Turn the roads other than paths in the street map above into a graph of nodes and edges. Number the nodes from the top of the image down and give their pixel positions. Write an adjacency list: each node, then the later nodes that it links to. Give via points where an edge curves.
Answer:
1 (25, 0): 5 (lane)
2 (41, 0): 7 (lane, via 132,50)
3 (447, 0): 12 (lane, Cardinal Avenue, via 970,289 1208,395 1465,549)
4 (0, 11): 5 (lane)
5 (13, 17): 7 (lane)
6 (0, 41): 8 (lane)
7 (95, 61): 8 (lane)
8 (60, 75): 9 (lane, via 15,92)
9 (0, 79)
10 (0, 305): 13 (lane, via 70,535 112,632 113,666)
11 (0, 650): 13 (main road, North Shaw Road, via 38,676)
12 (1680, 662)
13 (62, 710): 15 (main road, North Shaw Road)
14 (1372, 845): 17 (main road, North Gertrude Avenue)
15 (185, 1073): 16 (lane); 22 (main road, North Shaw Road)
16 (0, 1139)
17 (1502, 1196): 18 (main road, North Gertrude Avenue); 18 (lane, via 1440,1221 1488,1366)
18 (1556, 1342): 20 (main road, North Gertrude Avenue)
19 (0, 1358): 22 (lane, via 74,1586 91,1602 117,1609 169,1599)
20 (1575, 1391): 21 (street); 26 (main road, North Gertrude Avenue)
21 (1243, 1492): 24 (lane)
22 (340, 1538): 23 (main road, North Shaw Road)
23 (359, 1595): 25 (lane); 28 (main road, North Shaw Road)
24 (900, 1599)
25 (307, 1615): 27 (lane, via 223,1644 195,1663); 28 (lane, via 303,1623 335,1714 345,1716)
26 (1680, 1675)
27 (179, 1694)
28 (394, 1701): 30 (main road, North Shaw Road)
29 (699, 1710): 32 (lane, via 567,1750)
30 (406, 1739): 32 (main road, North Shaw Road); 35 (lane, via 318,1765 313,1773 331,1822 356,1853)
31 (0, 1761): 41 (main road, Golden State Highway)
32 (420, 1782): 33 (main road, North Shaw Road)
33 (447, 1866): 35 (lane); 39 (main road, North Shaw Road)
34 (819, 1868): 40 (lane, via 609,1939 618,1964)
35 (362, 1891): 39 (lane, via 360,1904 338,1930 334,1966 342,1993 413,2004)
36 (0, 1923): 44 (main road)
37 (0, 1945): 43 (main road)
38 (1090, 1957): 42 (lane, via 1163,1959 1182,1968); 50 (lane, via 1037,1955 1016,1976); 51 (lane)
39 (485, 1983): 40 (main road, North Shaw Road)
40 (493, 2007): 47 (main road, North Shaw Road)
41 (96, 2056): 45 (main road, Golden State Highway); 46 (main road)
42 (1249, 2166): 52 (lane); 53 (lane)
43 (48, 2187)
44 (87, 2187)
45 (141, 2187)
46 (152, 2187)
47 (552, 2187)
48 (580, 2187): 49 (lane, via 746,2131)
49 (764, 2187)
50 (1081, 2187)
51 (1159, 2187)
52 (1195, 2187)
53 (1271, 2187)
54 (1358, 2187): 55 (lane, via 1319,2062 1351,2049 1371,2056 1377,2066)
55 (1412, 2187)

**TASK STATEMENT**
For the word "Golden", report how many lines of the records contain it; respond with the number only.

**EXERCISE OUTPUT**
2